- Born: 1980 (age 44–45)
- Education: George Mason University (BSc) George Mason University (MA)
- Occupation: Executive Director at Shia Rights Watch
- Website: shiasentinel.com

= Mustafa Akhwand =

American activist

Mustafa Akhwand is a founder of the human rights organization Shia Rights Watch, which is dedicated to protecting and preventing violence against Shia Muslims. He was awarded by Human Rights Education Associates for his work on minority rights. He was also recognized for his achievements in conflict analysis by the United States Institute of Peace. Due to his work with graduate students in Washington DC, he was nominated as the best internship site supervisor.

== Early life ==
Akhwand was born in 1980 to the family of Mohammad Taqi Zakary, a religious scholar and psychologist who specialized in family relations and also served as a representative of Grand Ayatollah Sayed Sadiq Shirazi.

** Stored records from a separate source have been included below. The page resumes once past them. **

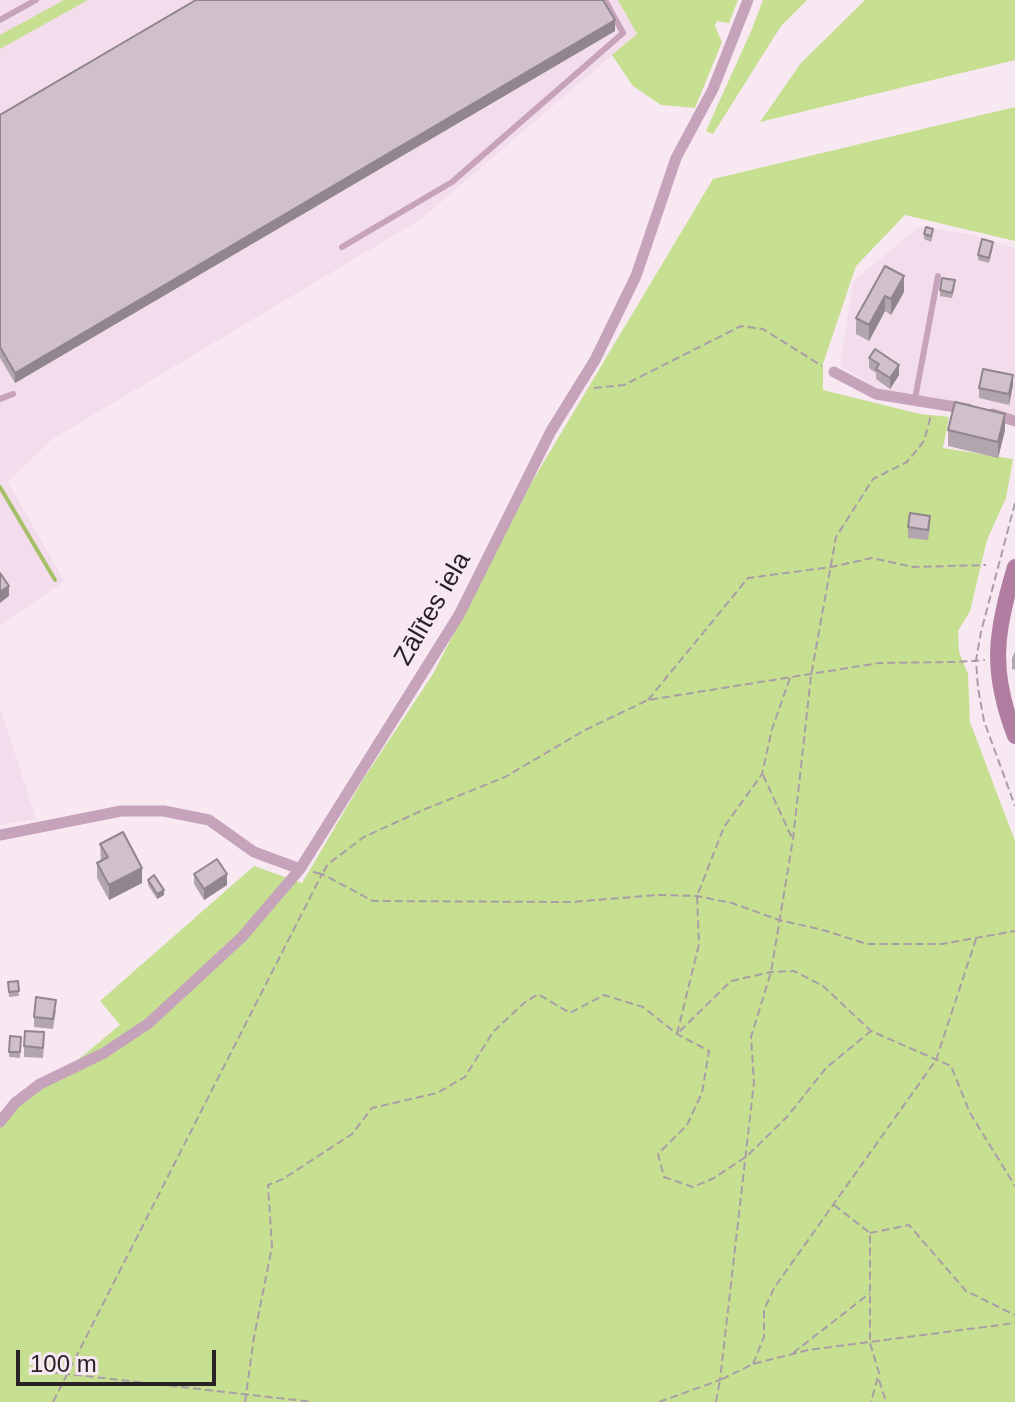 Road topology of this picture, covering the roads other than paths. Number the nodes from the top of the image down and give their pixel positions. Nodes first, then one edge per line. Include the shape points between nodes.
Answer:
1 (36, 0) edge
2 (605, 0) edge
3 (748, 0) edge
4 (0, 20) edge
5 (342, 247) dead end
6 (938, 276) dead end
7 (834, 372) road end
8 (13, 394) dead end
9 (0, 399) edge
10 (915, 399) junction
11 (1015, 421) edge
12 (1015, 567) edge
13 (1015, 736) edge
14 (0, 835) edge
15 (300, 869) junction
16 (0, 1122) edge

1 - 4 lane
2 - 5 lane via 623,33 452,182
3 - 15 street, Zālītes iela via 713,89 676,158 636,276 595,360 551,431 459,615
6 - 10 lane
7 - 10 street via 876,394
8 - 9 lane
10 - 11 street
12 - 13 main road via 998,659 998,679
14 - 15 street via 121,811 164,811 209,820 254,852
15 - 16 street, Zālītes iela via 242,937 149,1023 104,1053 40,1084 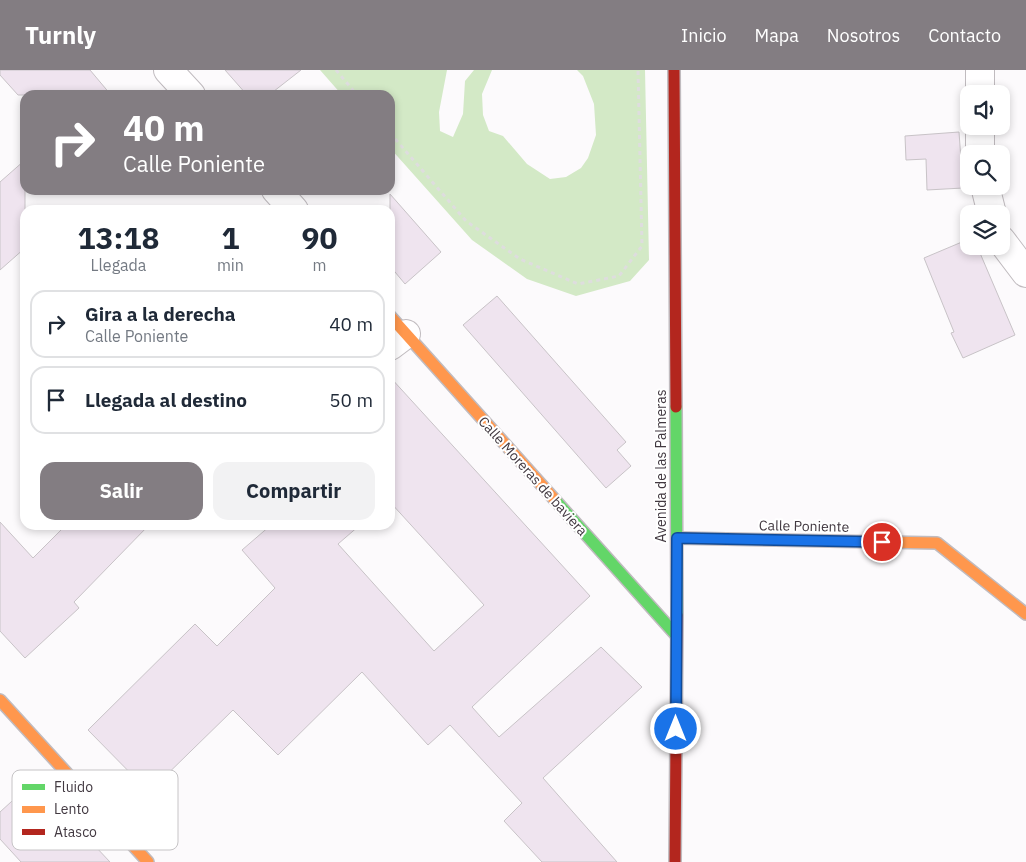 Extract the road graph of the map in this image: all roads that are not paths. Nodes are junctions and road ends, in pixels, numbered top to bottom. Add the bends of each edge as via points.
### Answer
1 (168, 70) edge
2 (674, 70) edge
3 (980, 70) edge
4 (980, 85) edge
5 (186, 90) edge
6 (280, 195) edge
7 (290, 205) edge
8 (1010, 252) edge
9 (1026, 273) edge
10 (395, 332) edge
11 (677, 538) junction
12 (1026, 614) edge
13 (676, 635) junction
14 (0, 700) edge
15 (64, 770) edge
16 (137, 850) edge
17 (148, 862) edge
18 (676, 862) edge

1 - 5 street
2 - 11 street, Avenida de las Palmeras
3 - 4 street
6 - 7 street
8 - 9 street
10 - 13 street, Calle Moreras de baviera
11 - 12 street, Calle Poniente via 938,543
11 - 13 street, Avenida de las Palmeras
13 - 18 street, Avenida de las Palmeras
14 - 15 street
16 - 17 street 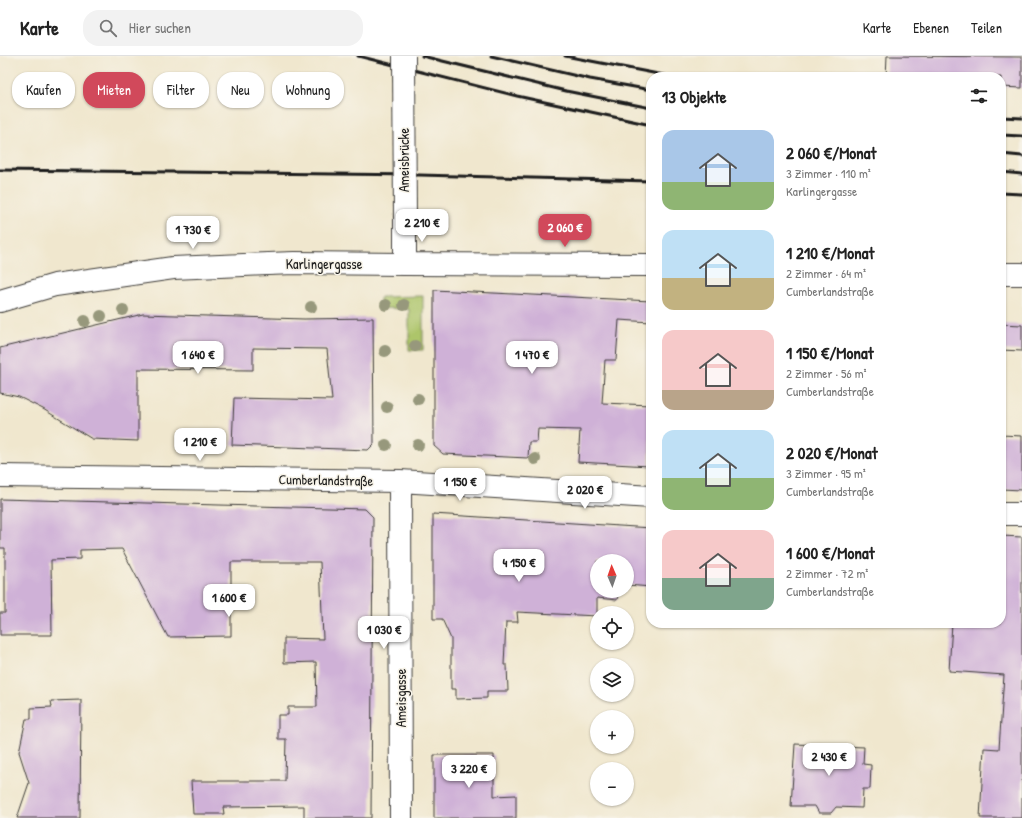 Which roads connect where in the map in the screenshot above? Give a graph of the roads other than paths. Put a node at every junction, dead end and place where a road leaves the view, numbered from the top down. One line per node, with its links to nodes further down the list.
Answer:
1 (404, 56): 2 (street, Ameisbrücke, bridge)
2 (405, 264): 3 (street, Karlingergasse); 6 (street, Karlingergasse)
3 (646, 265)
4 (1006, 274): 5 (street)
5 (1022, 274)
6 (0, 301)
7 (0, 476): 8 (street, Cumberlandstraße)
8 (400, 481): 9 (street, Cumberlandstraße); 12 (street, Ameisgasse)
9 (646, 497)
10 (1006, 514): 11 (street)
11 (1022, 514)
12 (401, 818)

He earned a Master of Conflict Analysis and Resolution from George Mason University. Mustafa is a software developer with a B.A in Applied information technology.

== Career ==
Prior to joining Shia Rights Watch, he managed a nonviolent organization called the Freemuslim Association, mainly in Middle Eastern countries such as Iraq. Akhwand led the initiative of defining anti-shi’ism, which was introduced by Shia Rights Watch in 2011. He led the initiative to create the only platform that helps oppressed people all around the world connect and send their real-time concerns via smartphone or tablet devices to the Shia Rights Watch server.